The same happens when there isn’t time to reach agreement. People raise objections; discussion hastily moves on to the next agenda item and everyone is grudgingly silent at the end when the outcome is agreed. Like off-brand post-it notes, decisions come unstuck when the meeting is over.

There’s another reason that working well with diverse perspectives is so important: it’s often really hard to be the person with that different opinion. When teams are working well, we use our different experiences and perspectives to reach the best outcome together. But sometimes it feels unsafe to challenge. Will I be listened to? Will someone shut me down?

As Dean Vipond pointed out in his post about building diverse design teams, the cost of offering a divergent opinion can be even higher for people who are underrepresented in other ways. The impact of this is that it all gets too tiring and people disengage or leave. We need to increase (and then maintain) the diversity of our design community, so it’s important that we get this right.

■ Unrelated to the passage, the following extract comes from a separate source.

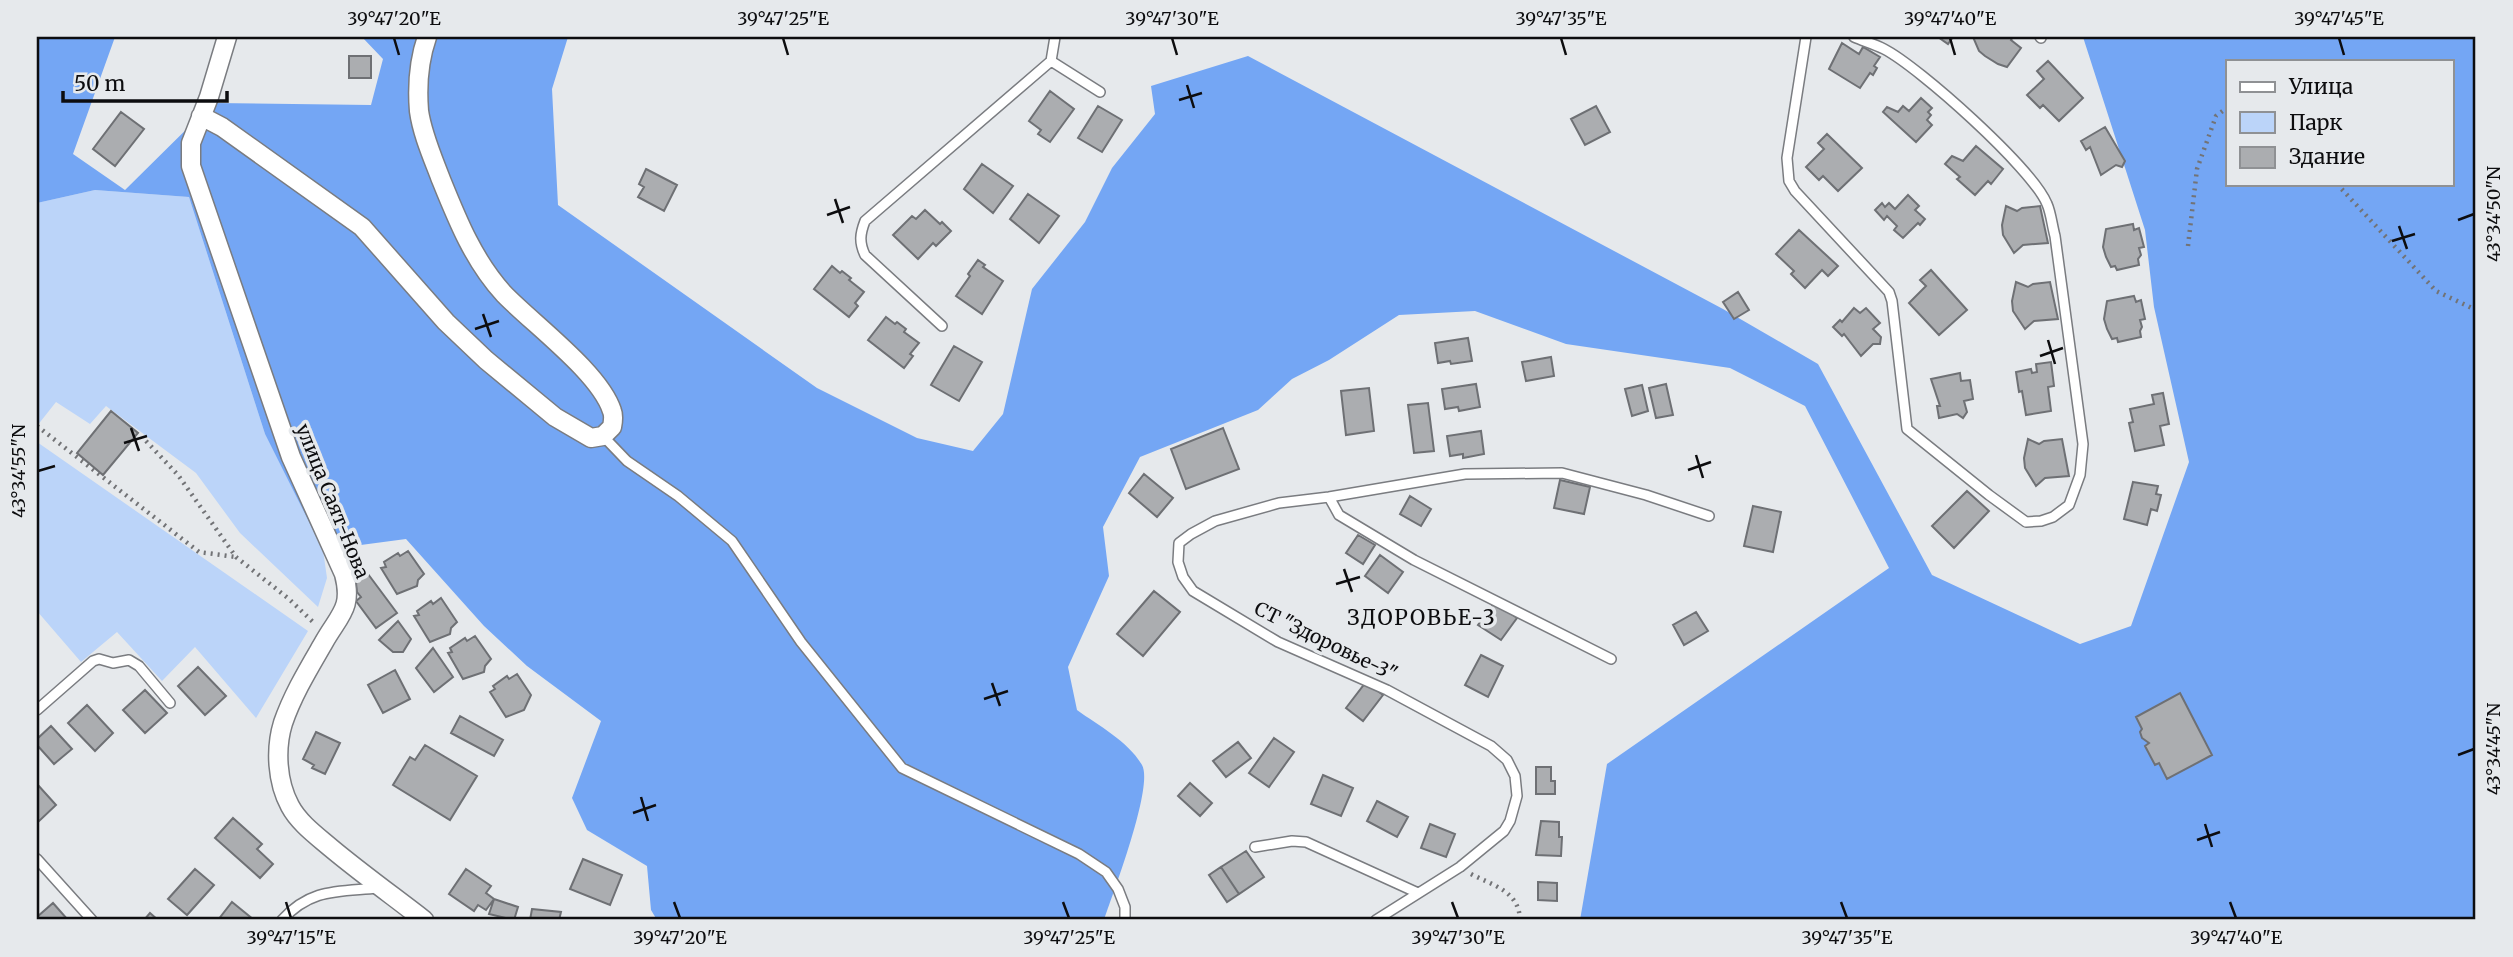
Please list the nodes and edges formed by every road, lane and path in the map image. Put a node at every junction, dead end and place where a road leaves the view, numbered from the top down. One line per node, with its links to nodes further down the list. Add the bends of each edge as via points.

So how do we create environments that are inclusive and productive? I’ve been lucky to work with people who are really thoughtful about this, and the rest of this blog post gives some tips that I’ve seen or used which have been helpful when facilitating in group situations.

Make time for diverging opinions

Often we cut short discussions because we think there isn’t time to keep talking about things. If you are planning a meeting or workshop and you know there will be significant differences of opinion in an area, double the time you plan to spend on it.

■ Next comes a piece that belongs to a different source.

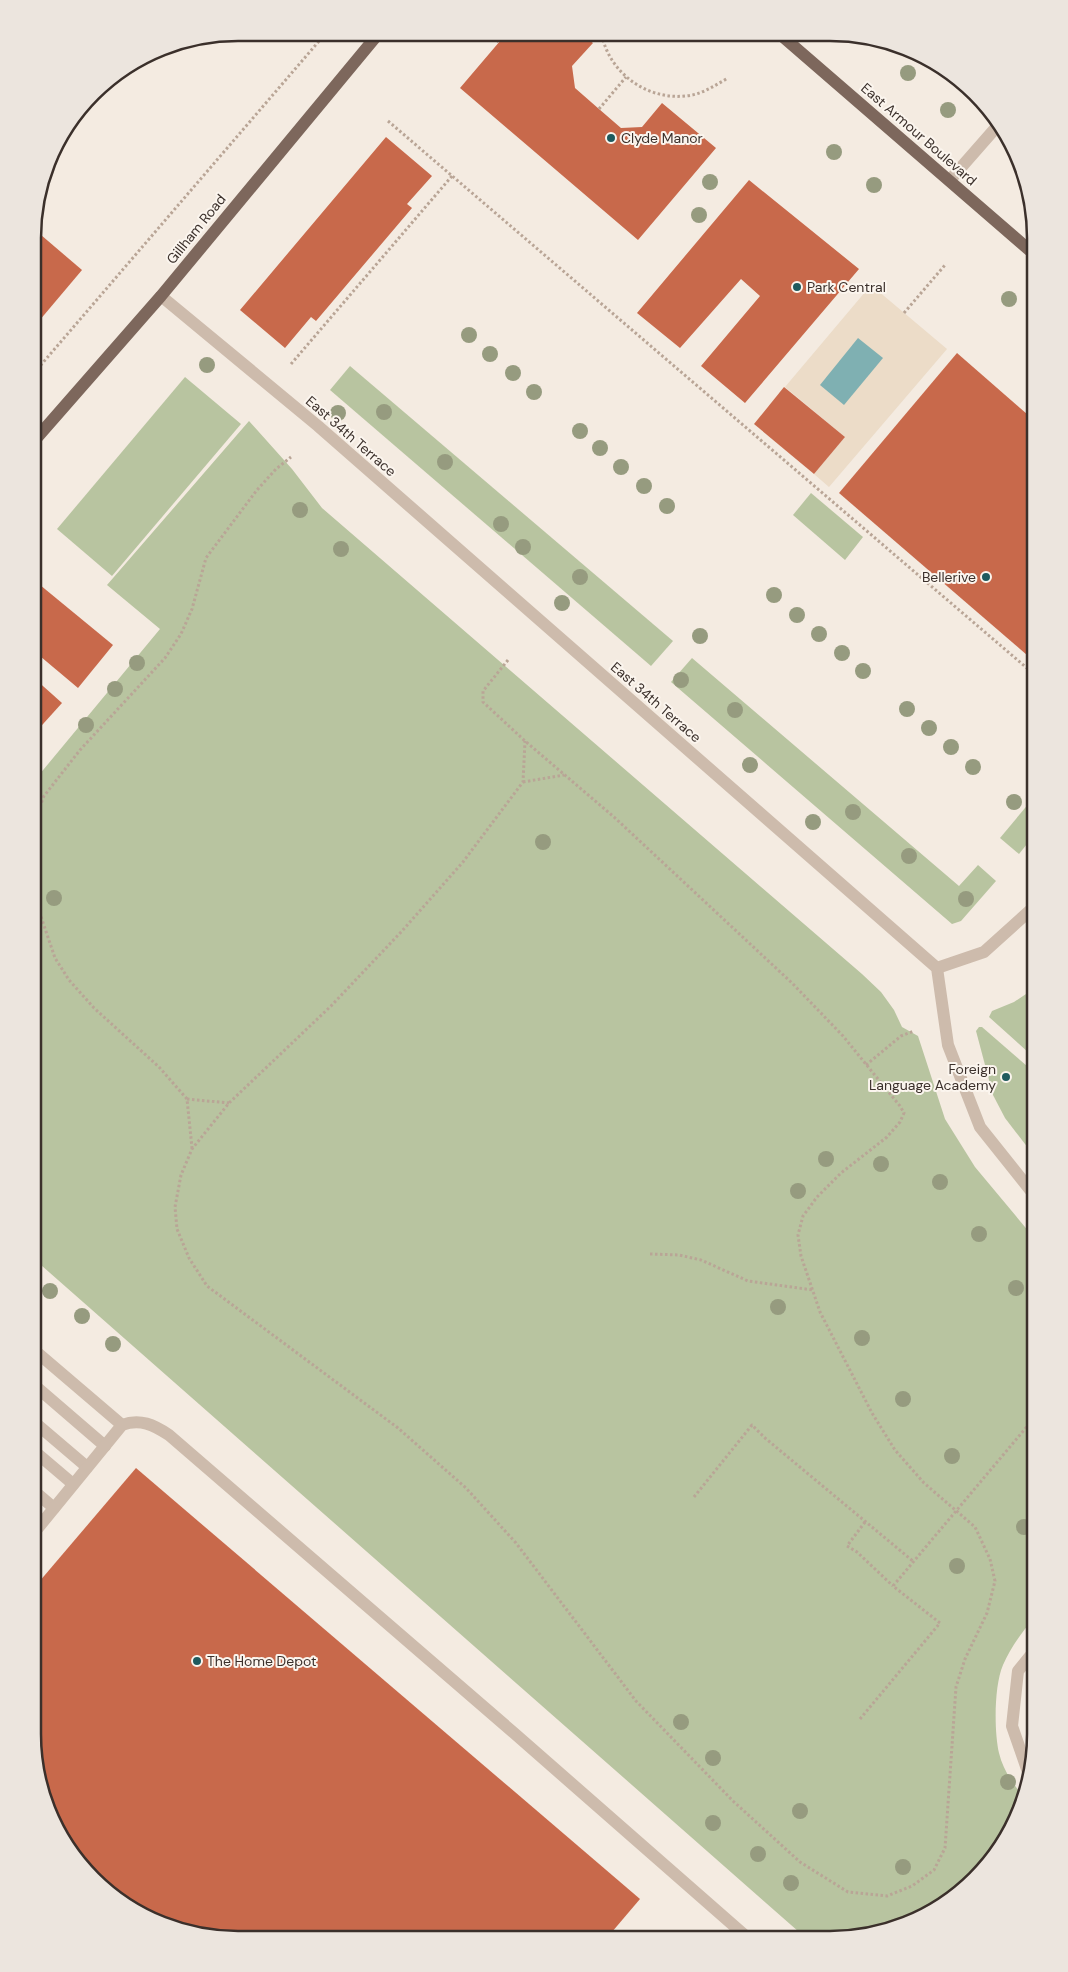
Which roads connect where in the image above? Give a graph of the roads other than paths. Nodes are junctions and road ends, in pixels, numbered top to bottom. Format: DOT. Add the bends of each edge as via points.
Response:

Set expectations and boundaries

If someone has something they want to raise, the chances are it’s going to be on their mind throughout the meeting. Sometimes people jump in and say their piece at the first opportunity because they want to get it off their chest, or keep repeating their point throughout. As a facilitator, this can feel like the meeting is being derailed.

To help with this, if I know someone has something they’ll want to raise, I make sure it’s clear where this will fit in the agenda or workshop plan. I chat to people about the agenda beforehand and check that they’re comfortable it covers what they need it to. Recapping the agenda at the start of the meeting and asking everyone if there’s anything they need to add helps reassure people there’s going to be space for their thing, as well as putting some boundaries around how much of the session is spent on it.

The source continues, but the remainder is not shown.